(Stored data entries)
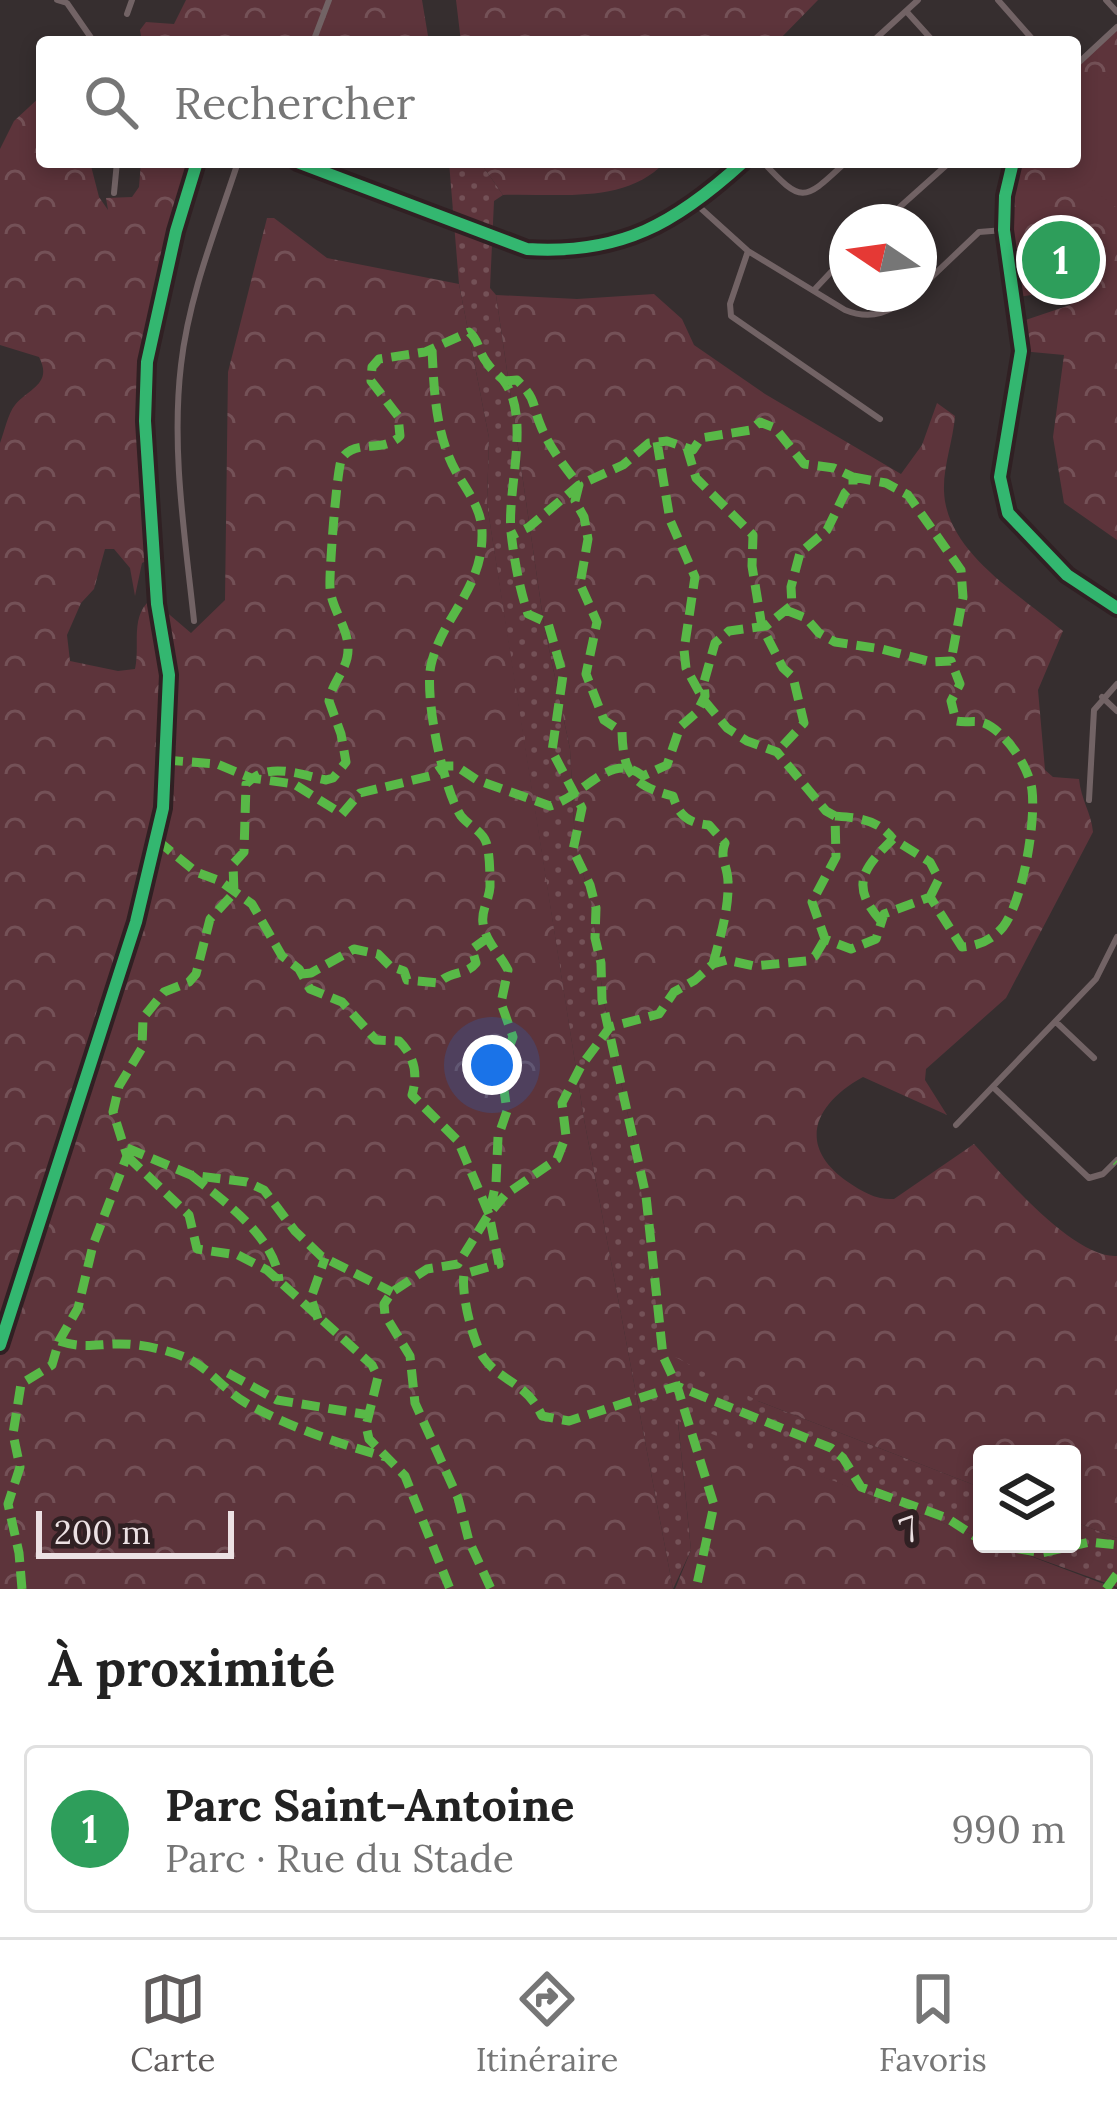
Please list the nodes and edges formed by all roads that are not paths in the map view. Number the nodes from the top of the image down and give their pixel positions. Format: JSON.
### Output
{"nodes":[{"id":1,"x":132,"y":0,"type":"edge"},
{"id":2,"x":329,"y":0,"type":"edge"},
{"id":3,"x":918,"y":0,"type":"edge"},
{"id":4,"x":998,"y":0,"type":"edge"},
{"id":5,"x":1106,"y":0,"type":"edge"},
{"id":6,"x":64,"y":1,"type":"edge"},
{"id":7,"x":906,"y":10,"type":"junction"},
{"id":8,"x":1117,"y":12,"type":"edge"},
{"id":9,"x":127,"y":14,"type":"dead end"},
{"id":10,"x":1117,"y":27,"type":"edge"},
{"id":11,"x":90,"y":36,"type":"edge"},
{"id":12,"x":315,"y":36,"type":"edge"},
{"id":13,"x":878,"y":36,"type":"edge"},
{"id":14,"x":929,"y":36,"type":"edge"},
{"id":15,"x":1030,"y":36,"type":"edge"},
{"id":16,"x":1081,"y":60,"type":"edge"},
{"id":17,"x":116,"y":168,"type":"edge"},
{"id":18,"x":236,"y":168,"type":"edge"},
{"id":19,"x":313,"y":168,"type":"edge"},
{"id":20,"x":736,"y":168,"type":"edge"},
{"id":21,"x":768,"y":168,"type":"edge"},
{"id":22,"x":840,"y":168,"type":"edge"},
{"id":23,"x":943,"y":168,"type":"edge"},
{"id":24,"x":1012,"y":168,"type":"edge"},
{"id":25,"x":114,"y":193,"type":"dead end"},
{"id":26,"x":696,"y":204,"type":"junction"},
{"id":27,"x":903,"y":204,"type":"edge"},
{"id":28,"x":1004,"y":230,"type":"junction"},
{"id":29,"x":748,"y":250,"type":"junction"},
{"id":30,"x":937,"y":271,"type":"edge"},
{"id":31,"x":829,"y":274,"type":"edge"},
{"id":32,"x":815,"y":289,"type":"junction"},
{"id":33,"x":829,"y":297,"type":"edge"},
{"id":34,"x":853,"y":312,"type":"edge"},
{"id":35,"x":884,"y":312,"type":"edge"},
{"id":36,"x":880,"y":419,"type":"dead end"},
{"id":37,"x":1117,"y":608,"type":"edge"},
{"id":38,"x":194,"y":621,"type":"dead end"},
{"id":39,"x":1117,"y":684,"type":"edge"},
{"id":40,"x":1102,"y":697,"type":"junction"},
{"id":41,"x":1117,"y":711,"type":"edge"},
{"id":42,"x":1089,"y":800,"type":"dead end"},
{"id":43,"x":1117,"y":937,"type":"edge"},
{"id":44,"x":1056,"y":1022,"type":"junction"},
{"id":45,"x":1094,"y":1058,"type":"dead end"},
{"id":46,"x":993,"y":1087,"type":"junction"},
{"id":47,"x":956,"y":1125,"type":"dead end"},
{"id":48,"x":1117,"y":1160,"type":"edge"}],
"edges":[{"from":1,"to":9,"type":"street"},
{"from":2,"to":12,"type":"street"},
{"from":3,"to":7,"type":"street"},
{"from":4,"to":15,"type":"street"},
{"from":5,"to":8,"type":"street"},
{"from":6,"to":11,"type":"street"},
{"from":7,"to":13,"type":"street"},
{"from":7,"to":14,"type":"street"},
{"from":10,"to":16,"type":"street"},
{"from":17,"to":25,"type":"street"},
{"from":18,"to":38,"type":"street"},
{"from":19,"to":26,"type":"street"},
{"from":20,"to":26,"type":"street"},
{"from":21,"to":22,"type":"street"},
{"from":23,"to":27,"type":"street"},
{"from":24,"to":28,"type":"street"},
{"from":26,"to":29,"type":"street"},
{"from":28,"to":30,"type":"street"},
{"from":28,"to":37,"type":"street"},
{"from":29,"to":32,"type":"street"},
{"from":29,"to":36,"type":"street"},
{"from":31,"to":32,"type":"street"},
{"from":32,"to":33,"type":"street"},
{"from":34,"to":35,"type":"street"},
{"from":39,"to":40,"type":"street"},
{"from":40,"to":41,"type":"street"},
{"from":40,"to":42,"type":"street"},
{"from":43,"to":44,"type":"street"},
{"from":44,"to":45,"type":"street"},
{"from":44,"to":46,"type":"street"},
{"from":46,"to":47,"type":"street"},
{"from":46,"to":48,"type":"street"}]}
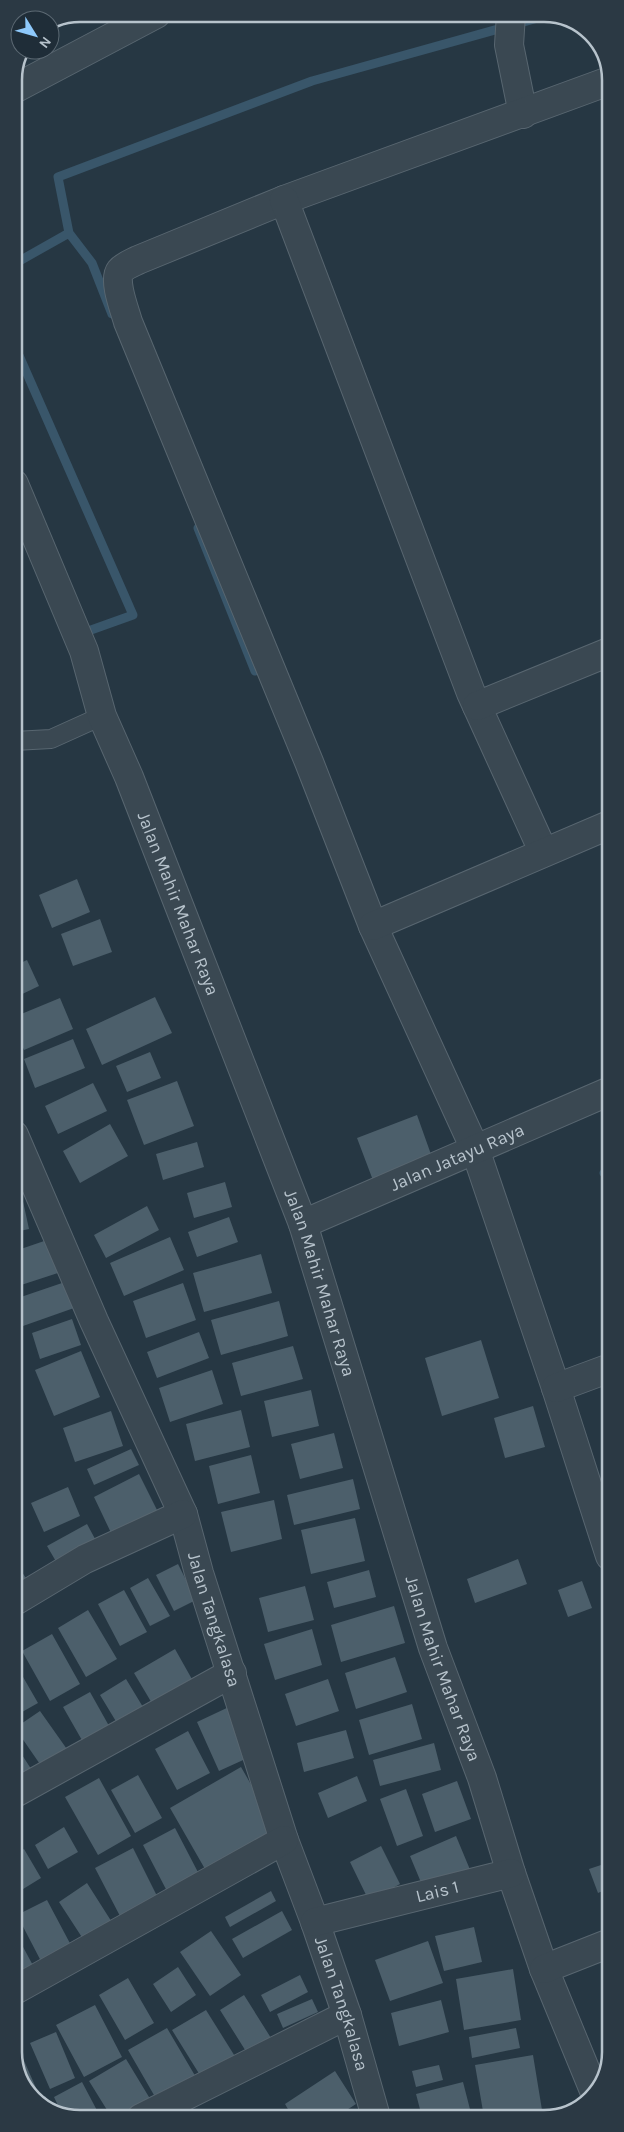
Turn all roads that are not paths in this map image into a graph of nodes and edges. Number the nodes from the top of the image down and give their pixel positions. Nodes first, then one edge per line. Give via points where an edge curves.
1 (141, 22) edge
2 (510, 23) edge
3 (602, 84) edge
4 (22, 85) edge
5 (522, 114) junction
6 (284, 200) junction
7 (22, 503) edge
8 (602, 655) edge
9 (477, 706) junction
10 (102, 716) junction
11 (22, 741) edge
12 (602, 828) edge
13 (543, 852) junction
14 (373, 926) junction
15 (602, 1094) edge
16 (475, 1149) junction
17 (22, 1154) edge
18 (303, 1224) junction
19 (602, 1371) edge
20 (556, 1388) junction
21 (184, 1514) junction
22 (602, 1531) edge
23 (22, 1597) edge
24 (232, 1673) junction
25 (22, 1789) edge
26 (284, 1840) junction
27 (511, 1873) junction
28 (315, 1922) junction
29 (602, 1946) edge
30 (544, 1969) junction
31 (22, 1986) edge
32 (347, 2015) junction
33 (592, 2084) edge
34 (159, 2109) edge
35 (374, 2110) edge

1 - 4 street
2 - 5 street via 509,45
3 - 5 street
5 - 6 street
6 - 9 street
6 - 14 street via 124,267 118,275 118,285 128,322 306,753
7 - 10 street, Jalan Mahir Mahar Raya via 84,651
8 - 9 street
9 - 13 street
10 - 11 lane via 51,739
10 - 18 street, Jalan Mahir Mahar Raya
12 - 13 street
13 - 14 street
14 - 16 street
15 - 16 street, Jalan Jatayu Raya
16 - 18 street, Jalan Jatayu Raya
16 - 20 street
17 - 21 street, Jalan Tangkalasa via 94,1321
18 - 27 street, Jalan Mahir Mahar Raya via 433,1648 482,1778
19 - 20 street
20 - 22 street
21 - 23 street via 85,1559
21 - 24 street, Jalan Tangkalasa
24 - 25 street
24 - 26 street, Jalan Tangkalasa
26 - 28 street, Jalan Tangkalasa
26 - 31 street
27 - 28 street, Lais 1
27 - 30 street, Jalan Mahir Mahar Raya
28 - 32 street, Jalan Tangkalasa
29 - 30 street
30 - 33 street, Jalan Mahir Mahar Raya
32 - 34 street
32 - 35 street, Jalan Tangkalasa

**Work required**
In the records above, find every line containing the word "that" and show it.

**Task output**
Please list the nodes and edges formed by all roads that are not paths in the map view. Number the nodes from the top of the image down and give their pixel positions. Format: JSON.
Turn all roads that are not paths in this map image into a graph of nodes and edges. Number the nodes from the top of the image down and give their pixel positions. Nodes first, then one edge per line. Give via points where an edge curves.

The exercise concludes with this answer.